Customizing both the network architecture and the units- difficulty in feeding parameters to torch.optim

Hi all,

I’m very new to PyTorch but I’m trying to implement a network which is a bit tricky.

Concretely speaking, the network has these four particularities:

First, it consists of several similar units, such that each unit takes the input and provides two outputs: one to be fed to the next unit and the other one directly fed to the final loss-function of the network. This means that I cannot use the standard nn.Sequntial to define my network architecture.

Second, it has variable number of units. So I want to construct the network in a for-loop somewhere.

Third, each unit consists of operations not in the nn class, like e.g., nn.Linear or nn.Relu. So I have to define also the units myself.

Forth, I need to initialize my parameters from some other functions. So all the initial parameters of all the units are gathered in e.g. a list and fed to the network in one place.

Suppose I want to use torch.optim. So I should find a good way to declare my gradient-requiring variables to it. But this is where things are becoming problematic for me.

The way I see this network to be implemented is to define one class for the units that inherits from nn.Module and one class for the the whole network that connects the units together.

My current code looks like this:

import torch
from torch.nn.parameter import Parameter
from torch.autograd import Variable
from torch import nn
#####

myParametersList = [torch.randn(2,2),
                    torch.randn(2,2),
                    torch.randn(2,2)]
input = Variable(torch.randn(2,2))
########
class myUnit(nn.Module):
    """
    Defines a generic unit of the network
    """
    def __init__(self,myParameter):
        super(myUnit, self).__init__()
        self.myParameter = Parameter(myParameter,requires_grad=True)
    def forward(self,input):
        """
        Whatever operation.

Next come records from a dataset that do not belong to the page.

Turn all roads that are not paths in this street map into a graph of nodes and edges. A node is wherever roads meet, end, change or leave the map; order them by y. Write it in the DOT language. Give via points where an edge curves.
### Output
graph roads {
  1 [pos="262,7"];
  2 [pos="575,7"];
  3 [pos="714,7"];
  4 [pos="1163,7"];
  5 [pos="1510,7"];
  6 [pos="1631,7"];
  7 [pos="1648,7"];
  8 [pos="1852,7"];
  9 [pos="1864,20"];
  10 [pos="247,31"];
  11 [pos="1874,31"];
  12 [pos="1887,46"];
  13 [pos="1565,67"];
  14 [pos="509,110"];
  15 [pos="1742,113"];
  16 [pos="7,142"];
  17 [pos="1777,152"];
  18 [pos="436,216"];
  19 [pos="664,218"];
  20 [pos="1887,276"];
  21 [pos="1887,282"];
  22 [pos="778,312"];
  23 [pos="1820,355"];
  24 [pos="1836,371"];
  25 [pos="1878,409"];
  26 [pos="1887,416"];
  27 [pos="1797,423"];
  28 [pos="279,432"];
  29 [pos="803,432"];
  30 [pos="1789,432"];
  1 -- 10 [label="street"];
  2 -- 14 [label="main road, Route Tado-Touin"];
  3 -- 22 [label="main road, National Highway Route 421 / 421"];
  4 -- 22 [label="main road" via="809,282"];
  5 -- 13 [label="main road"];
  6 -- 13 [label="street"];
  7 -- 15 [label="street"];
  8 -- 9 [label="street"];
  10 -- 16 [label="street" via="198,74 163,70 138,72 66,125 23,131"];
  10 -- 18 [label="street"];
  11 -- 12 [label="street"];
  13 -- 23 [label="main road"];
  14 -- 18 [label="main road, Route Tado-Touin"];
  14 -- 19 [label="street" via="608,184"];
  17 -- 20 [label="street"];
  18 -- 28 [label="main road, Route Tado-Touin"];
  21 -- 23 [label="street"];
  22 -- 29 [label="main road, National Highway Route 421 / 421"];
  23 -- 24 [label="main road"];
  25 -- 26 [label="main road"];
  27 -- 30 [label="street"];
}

Just an example.
        """
        output_1 = self.myParameter * input - 1
        output_2 = output_1 - output_1.mean()
        return output_1,output_2
#######
class myNetwork(nn.Module):
    """
    Uses myUnit class to build-up the network.
    """
    def __init__(self,myParametersList,numUnits):
        super(myNetwork, self).__init__()
        self.myParametersList = myParametersList
        self.numUnits = numUnits
        assert numUnits == len(myParametersList)
    def forward(self,input):
        output_final = Variable(torch.zeros(2,2))
        for u in range(self.numUnits):
            myParameter = self.myParametersList[u]
            unitObj = myUnit(myParameter)
            output_1, output_2 = unitObj.forward(input)
            input = output_1.clone()  # to be fed to the next unit
            output_final.add_(output_2)

            return output_final

##################
#myModel = myUnit(myParametersList[0])
myModel = myNetwork(myParametersList,3)
myModel.forward(input) # I need this to create the list of my parameters.

optimizer = torch.optim.Adam(myModel.parameters(), lr=1e-2)


for t in range(50):
    output_final = myModel.forward(input)[0]

    loss = (input - output_final).pow(2).mean()
    print(t, loss.data[0])

    optimizer.zero_grad()

    loss.backward()
    optimizer.step

But I get this error about the list of parameters.

ValueError: optimizer got an empty parameter list

However, when I build the model only from one single myUnit, I don’t get this error anymore.

I am also aware of this post, but that didn’t help me.

Any thoughts? I’d appreciate a lot!

The problem is that the params contained in self.myParametersList are not recognised as being params of myNetwork. There are several possible solutions…

The nicest solution is to have myNetwork.__init__ initialise the list of myUnit submodules.
This is the cleanest solution and, I imagine, the one that most people would prefer.
This way the myNetwork instance has a list of registered submodules thanks to nn.ModuleList and each myUnit instance has its own registered parameter tensor, and PyTorch automatically figures out what parameters need updating.

class myUnit(nn.Module):
    def __init__(self):
        super(myUnit, self).__init__()
        self.myParameter = Parameter(torch.randn(2,2), requires_grad=True)

    def forward(self, input):
        # same as your code

class myNetwork(nn.Module):
    def __init__(self, numUnits):
        super(myNetwork, self).__init__()
        self.mySubmodulesList = nn.ModuleList([myUnit() for _ in range(numUnits)])

    def forward(self, input):
        output_final = Variable(torch.zeros(2,2))
        for u in range(len(self.mySubmodulesList)):
            output_1, output_2 = self.mySubmodulesList[u](input)
            input = output_1 # cloning output_1 seems unnecessary as output_1 is never used elsewhere.
            output_final = output_final + output_2 # I am not certain that an inplace add_ will not cause errors during the backward pass
            return output_final

A hackier solution would involve looping through the list of parameters adding each one explicitly using register_parameter.

self.myParametersList = myParametersList
for i, myParam in enumerate(self.myParametersList):
    self.register_parameter("myParam"+str(i), myParam)
2 Likes

@jpeg729
Problem solved! Thanks very much!

I used the first solution that you proposed where this np.ModuleList does the trick.